Who: Committee of Advertising Practice (“CAP“)
When: 1 July 2017
At the start of the year we reported that the new restrictions on the advertising of high fat, salt or sugar (“HFSS“) food and drink products in children’s media were coming into force on 1 July 2017. Following this, various pieces of guidance have recently been published by CAP which help shed some light on how the rules will apply in practice, as well as address wider issues that apply beyond the HFSS restrictions:
- Brand advertising
As a reminder, the new rules prohibit brand advertising that has the effect of promoting specific HFSS products and this restriction can apply even in instances where those products are not featured directly. CAP’s guidance on this stresses that they will use the term “brand advertising” in its broadest sense and this will cover logos, marks, characters, colours or straplines that are associated with a product, range or company. Advertisers will need to take a cautious approach here, particularly if an unidentified generic product is featured in an ad – in that instance advertisers must still be able to show that the range of products it relates to is mainly (under 50%) non-HFSS. Using company branding could also be problematic if the company does not have a sufficient identity beyond the provision of HFSS products.
- Ad placement
Broadly, the new rule 15.18 states that HFSS products cannot be directly or indirectly promoted in children’s (under-16s’) media or media where children make up over 25% of the audience. As advertisers must be able to show that they have taken appropriate steps to comply with this rule, the new guidance from CAP on media placement is a helpful reminder of how this might be achieved. Generally, the guidance talks about the two methods that advertisers may use, either in isolation or combined, in order to target ads appropriately:
(a) Advertisers may look at the audience composition of the media or content in which the ad appears. Ideally, advertisers should be able to comfortably demonstrate that less than 25% of the audience being reached is made up of under-16s.
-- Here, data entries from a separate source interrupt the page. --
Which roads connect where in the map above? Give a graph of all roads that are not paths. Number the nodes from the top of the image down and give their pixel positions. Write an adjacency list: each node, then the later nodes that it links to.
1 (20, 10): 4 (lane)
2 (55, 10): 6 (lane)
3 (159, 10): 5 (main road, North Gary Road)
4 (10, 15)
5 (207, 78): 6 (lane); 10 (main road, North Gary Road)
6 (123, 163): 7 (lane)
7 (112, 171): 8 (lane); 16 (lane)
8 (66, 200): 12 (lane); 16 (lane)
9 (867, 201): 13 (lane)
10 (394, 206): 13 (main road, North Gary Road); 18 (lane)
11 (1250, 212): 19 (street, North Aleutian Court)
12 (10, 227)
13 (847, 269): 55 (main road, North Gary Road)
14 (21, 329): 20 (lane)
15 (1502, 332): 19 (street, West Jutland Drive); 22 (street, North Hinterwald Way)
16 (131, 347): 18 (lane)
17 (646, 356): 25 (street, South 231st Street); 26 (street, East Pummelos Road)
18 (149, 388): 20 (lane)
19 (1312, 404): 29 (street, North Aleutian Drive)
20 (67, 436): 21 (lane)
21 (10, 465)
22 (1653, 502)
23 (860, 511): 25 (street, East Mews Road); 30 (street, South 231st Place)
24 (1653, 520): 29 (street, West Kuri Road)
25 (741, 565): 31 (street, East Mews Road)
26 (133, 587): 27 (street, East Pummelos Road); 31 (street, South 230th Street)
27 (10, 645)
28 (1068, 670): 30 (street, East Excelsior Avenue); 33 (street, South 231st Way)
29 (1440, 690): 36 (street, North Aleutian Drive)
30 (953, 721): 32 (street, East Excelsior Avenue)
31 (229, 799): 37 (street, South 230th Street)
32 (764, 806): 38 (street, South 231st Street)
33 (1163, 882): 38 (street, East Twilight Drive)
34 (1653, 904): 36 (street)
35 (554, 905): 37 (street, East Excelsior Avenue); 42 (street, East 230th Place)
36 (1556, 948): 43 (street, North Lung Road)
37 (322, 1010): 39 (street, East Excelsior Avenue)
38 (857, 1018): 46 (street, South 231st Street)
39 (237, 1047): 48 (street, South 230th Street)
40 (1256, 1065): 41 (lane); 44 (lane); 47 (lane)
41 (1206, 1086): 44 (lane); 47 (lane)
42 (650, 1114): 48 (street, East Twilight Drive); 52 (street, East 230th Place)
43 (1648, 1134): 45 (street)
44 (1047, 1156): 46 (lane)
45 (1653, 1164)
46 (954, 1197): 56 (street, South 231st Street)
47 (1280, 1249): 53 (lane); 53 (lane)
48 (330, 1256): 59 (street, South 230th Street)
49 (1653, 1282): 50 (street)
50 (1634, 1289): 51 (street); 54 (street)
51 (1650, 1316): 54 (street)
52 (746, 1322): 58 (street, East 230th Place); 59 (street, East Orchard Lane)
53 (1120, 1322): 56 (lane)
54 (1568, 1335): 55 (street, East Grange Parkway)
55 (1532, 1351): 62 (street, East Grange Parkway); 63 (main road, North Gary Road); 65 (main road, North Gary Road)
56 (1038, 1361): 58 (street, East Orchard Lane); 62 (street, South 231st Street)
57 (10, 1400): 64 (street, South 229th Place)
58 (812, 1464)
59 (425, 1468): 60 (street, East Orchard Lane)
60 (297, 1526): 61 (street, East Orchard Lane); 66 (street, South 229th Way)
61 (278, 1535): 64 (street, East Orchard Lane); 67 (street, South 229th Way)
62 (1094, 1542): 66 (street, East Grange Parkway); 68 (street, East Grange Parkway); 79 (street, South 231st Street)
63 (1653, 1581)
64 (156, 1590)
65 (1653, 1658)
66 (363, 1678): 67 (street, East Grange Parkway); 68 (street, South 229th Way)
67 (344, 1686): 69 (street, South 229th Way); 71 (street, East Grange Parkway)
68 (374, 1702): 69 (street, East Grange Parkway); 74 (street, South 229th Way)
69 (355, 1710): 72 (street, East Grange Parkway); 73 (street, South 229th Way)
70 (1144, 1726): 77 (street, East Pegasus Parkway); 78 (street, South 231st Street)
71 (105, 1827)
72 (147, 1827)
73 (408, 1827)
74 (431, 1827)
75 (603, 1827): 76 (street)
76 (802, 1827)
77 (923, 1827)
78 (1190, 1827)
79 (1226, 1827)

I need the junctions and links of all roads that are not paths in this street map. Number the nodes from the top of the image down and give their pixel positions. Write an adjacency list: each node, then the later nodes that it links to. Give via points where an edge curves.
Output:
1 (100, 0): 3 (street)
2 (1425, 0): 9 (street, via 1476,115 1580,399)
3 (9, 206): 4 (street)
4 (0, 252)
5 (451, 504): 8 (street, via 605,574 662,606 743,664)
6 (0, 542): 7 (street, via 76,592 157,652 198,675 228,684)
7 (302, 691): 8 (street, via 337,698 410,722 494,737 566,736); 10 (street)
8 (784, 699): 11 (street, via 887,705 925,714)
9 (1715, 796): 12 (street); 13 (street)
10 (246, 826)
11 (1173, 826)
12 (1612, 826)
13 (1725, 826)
(b) Advertisers could also use data to include or exclude individuals based on their age when putting together a group of recipients for a marketing communication. For some platforms, advertisers can use data held by the media owner (such as interests or interactions with other users) to infer the age of a user.
- Interest-based targeting
This new guidance applies to the targeting of children generally and is relevant to advertisers of gambling, alcohol or any other products that cannot be targeted at under-18s. Targeting based on interests helps address issues with targeting based on inaccurate data, such as children inaccurately reporting their age on social media profiles, and, if challenged, will help an advertiser demonstrate to the ASA that it has taken steps to minimise the chance of an ad for a restricted product being seen by under-18s. The guidance stresses that advertisers are expected to choose interests that are likely to appeal to and favour an audience older than the restricted age group or which could be reasonably said to exclude the restricted age group from its audience (here the guidance gives the example of deselecting interest information relating to a music festival aimed specifically at teenagers). If an interest has a broad age appeal but is likely to strongly appeal to those under the relevant age, advertisers should reduce this risk by combining this with additional interest factors that are likely to exclude that restricted group from its audience. To demonstrate that point, the guidance gives the example of using a potential audience group who are interested in both football and house-buying.
Why this matters:
The new guidance emphasises the lengths that advertisers will be expected to go to in order to demonstrate that they are not in breach of the new HFSS restrictions. The guidance is prescriptive and poses new challenges to advertisers in this area, particularly with the risk that corporate branding can pose in light of the prohibition on brand advertising.
Beyond the HFSS industry, the guidance on ad placement and interest-based targeting applies much more widely and is a useful update, especially in light of the increasing number of children using social media platforms.